Mary received a liquidating distribution from ABC Corporation as part of the redemption of all of the ABC Corporation’s stock and the complete liquidation of ABC Corporation. Mary’s basis for her ABC Corporation stock was $10,000. In exchange for her stock, Mary received a payment of $15,000 and property that had an adjusted basis to ABC Corporation of $10,000, a fair market value of $25,000, and that was encumbered by a $12,000 mortgage which Mary assumed. How much gain did Mary recognize as a result of this transaction?
A. $3,000.
B. $18,000.
C. $30,000.
D. $42,000.
E. None of the above.
Question 24
Ann and Irene form AIB Corporation transferring their respective business assets to AIB Corporation. Ann exchanges her property with a basis to Ann of $100,000 and fair market value of $400,000 for 200 shares in AIB Corporation on March 1, 2009. Irene exchanges her property with a basis of $140,000 and fair market value of $600,000 for 300 shares in AIB Corporation on April 11, 2009. Bob transfers his property with a basis of $250,000 and fair market value of $1,000,000 for 500 shares in AIB Corporation on May 15, 2011. Bob’s transfer is not part of Ann and Irene’s plan to incorporate their businesses. What gain, if any, will Bob recognize on the transfer?
A. $0.
B. $250,000.
C. $750,000.
D. $1,000,000.
Question 25
Tom and George form T and G Corporation. Tom transfers machinery worth $100,000 with a basis to Tom of $40,000, while George transfers land worth $90,000 with a basis to George of $20,000 and services rendered in organizing the corporation worth $10,000. Each is issued 25 shares in T and G Corporation. With respect to the transfers:
A. Tom has no recognized gain; George recognizes gain/income of $80,000.

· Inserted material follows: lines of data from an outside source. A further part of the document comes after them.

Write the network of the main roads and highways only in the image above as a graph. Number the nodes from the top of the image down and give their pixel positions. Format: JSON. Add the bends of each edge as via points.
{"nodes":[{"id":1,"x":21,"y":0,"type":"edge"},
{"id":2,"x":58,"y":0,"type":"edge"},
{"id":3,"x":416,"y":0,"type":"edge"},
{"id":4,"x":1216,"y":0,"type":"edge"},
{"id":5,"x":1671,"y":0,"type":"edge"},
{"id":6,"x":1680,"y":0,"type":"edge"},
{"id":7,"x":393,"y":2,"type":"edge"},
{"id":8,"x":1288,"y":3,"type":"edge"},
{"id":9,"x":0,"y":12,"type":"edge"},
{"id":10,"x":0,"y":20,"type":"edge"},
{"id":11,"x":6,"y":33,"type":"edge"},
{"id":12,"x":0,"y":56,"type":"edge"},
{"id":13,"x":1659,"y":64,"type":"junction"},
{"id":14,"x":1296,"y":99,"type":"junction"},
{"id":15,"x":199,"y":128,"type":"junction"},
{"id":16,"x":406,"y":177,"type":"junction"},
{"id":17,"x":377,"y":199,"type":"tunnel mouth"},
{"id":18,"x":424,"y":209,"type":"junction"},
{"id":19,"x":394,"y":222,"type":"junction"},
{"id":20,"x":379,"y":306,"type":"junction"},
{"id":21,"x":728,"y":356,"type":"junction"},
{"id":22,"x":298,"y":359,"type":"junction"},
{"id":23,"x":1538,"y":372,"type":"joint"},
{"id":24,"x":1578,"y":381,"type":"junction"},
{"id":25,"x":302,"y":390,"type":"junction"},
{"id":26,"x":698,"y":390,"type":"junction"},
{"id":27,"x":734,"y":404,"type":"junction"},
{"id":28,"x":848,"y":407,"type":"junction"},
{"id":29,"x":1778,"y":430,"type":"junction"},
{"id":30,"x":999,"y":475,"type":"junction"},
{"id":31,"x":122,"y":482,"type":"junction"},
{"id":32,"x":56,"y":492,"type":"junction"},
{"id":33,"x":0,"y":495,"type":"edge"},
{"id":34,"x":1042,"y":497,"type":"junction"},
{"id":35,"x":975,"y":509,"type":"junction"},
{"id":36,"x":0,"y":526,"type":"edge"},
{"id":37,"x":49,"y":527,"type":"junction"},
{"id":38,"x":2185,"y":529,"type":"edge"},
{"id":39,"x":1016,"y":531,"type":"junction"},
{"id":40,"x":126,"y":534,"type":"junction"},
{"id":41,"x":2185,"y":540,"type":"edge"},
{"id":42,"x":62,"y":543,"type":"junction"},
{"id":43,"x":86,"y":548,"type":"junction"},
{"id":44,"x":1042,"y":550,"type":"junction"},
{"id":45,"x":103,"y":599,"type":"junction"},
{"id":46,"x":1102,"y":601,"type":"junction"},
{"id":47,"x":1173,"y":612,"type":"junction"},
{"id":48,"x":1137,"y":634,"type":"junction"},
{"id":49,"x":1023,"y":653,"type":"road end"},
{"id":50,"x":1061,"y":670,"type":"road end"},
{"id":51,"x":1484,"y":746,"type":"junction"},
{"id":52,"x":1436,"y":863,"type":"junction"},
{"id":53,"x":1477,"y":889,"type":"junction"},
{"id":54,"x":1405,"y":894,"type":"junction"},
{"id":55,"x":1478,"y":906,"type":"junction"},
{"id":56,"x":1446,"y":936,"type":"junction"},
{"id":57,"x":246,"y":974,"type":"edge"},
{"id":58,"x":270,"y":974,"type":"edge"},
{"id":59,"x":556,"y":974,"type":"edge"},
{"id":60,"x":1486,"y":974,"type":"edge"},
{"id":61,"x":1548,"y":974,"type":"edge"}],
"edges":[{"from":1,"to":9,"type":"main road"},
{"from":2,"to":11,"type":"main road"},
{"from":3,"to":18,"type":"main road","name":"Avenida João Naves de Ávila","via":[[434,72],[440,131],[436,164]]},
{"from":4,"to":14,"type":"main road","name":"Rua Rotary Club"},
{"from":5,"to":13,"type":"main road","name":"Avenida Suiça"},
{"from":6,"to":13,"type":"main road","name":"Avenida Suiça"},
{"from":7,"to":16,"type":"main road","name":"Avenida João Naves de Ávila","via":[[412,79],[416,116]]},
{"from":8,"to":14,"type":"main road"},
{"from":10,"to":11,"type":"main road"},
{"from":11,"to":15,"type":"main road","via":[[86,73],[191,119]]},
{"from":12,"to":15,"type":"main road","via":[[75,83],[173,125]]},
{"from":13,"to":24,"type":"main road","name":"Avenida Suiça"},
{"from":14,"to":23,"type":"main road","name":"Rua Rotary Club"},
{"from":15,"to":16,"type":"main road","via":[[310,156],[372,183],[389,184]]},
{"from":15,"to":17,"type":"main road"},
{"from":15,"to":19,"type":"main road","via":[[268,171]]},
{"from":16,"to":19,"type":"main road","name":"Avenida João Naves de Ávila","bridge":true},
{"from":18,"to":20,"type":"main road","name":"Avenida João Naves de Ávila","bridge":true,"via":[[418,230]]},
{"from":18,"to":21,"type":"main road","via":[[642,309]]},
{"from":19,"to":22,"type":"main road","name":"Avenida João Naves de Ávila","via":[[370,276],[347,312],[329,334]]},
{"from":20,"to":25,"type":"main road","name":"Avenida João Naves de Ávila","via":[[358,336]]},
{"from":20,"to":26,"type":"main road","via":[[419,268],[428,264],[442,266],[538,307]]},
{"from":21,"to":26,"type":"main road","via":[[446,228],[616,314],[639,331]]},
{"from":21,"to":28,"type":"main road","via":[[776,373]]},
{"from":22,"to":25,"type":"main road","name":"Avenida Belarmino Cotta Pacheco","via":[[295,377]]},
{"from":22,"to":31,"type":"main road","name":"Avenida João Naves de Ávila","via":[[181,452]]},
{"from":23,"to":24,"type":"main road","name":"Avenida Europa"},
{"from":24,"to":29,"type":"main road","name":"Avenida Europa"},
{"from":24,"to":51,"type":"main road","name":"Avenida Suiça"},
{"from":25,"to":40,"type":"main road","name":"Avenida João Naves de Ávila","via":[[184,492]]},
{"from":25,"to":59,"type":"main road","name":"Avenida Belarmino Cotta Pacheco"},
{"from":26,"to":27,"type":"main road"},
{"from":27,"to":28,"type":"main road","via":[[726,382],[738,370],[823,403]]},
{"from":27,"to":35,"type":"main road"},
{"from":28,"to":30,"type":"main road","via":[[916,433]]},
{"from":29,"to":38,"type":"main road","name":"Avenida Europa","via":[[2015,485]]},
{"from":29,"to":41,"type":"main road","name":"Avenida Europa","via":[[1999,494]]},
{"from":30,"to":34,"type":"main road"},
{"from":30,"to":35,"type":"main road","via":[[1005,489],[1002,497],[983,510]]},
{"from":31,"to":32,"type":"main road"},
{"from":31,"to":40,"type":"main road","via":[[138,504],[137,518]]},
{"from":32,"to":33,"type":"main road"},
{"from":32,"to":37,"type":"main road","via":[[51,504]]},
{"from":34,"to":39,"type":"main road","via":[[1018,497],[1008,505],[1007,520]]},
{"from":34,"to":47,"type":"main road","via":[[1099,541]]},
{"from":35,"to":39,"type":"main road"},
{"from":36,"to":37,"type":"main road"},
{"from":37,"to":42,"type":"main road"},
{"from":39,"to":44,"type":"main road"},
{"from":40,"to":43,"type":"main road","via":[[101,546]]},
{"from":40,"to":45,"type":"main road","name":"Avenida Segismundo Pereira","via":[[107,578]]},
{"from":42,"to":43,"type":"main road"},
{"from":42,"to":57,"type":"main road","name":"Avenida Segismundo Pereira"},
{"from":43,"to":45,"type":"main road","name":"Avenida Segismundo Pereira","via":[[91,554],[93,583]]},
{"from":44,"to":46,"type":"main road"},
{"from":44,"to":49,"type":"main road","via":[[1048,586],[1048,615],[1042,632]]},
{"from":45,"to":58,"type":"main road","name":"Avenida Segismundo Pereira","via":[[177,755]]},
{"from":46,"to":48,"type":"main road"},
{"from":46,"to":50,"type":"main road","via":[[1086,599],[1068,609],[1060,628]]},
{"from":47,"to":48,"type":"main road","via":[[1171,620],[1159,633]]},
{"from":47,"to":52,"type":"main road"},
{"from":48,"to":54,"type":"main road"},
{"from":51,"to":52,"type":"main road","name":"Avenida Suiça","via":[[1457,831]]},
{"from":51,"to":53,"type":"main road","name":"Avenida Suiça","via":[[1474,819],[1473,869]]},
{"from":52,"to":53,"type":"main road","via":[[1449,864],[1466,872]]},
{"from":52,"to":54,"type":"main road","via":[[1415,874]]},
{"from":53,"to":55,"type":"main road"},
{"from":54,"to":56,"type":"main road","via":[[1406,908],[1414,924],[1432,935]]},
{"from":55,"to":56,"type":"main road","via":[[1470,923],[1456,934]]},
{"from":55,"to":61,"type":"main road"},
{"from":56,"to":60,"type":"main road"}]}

B. Neither Tom nor George recognizes gain or income.
C. T and G Corporation has a basis of $30,000 in the land.
D. George has a basis of $30,000 in the shares of T & G Corporation.
Question 26
The stock of Kenny Corp. is owned equally by two brothers. During 2008, they transferred land (which had a basis of $300,000 and a fair market value of $320,000) as a contribution to capital to Kenny Corp. During September, 2012, Kenny Corp. adopted a plan of complete liquidation and subsequently made a pro rata distribution of land back to the brothers. At the time of the liquidating distribution, the land had a fair market value of $180,000. What amount of loss can be recognized by Kenny Corp. on the distribution of land?
A. $0.
B. $20,000.
C. $120,000.
D. $140,000.
Question 27
Henry, Emmy, and Frannie, unrelated individuals, own all of the stock in New Corporation with earnings and profits of $1,200,000 as follows: Henry own 1,300 shares; Emmy owns 400 shares; and Frannie owns 300 shares. New Corporation redeems 300 of Henry’s shares with a basis of $60,000 for $450,000. With respect to the distribution in redemption of the stock:
A. Henry has a capital gain of $390,000.
B. Henry has dividend income of $450,000.
C. Henry has dividend income of $390,000.
D. Henry has a capital gain of $450,000.
Question 28
Lucinda owns 1,100 shares of Old Corporation stock at a time when Old Corporation has 2,000 shares of stock outstanding. The remaining shareholders are unrelated to Lucinda. The corporation redeems 400 shares from Lucinda. Does the transaction qualify as substantially disproportionate redemption as to Lucinda?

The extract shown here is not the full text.